This week in the New England Journal of Medicine, 2 studies reported on the use of mTor inhibitors in Autosomal Dominant Polycystic Kidney Disease (ADPKD). The results were mixed but overall, disappointing.
In the first study, investigators used open label sirolimus versus standard care in 100 patients with ADPKD and mean GFR of 70 ml / min, (stage 2 chronic kidney disease). After 18 months, there was no difference in kidney volume nor kidney function between the 2 groups while the sirolimus group had higher urinary albumin excretion.

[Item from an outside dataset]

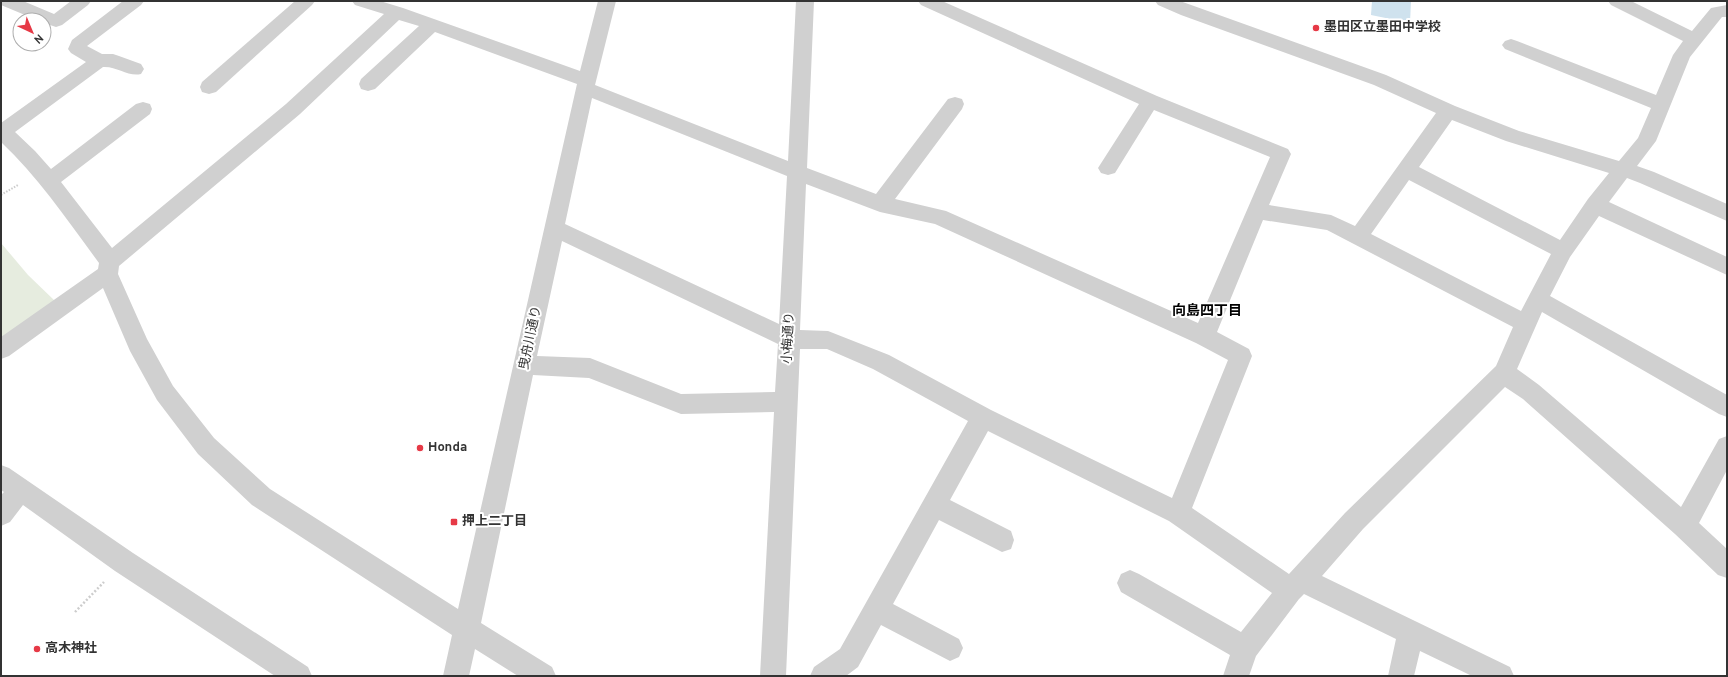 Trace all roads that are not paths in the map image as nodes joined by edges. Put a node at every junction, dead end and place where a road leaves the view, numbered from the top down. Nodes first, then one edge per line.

In the second study, a 2-year, double-blind trial, 433 patients were randomly assigned to receive placebo versus everolimus. After 24 months there was less kidney volume but the mean decrement in the estimated glomerular filtration rate after 24 months was the same: 8.9 ml per minute per 1.73 m2 of body-surface area in the everolimus group versus 7.7 ml per minute in the placebo group (P=0.15). There were more side effects in the treatment group.
I had been awaiting these studies with great anticipation but the results over-all are disappointing, namely because renal function was no better in the treatment groups. It is not clear how to explain the disconnect between reduction in cyst growth in the everolimus group yet no change in kidney function. There is little doubt that cyst volume is a less important outcome than renal function, however, it is hoped that with longer term studies, possibly earlier in the course of the disease, that the sustained control of cyst growth by everolimus could lead to preservation of renal function. I hope to see such longer term studies done in this fashion.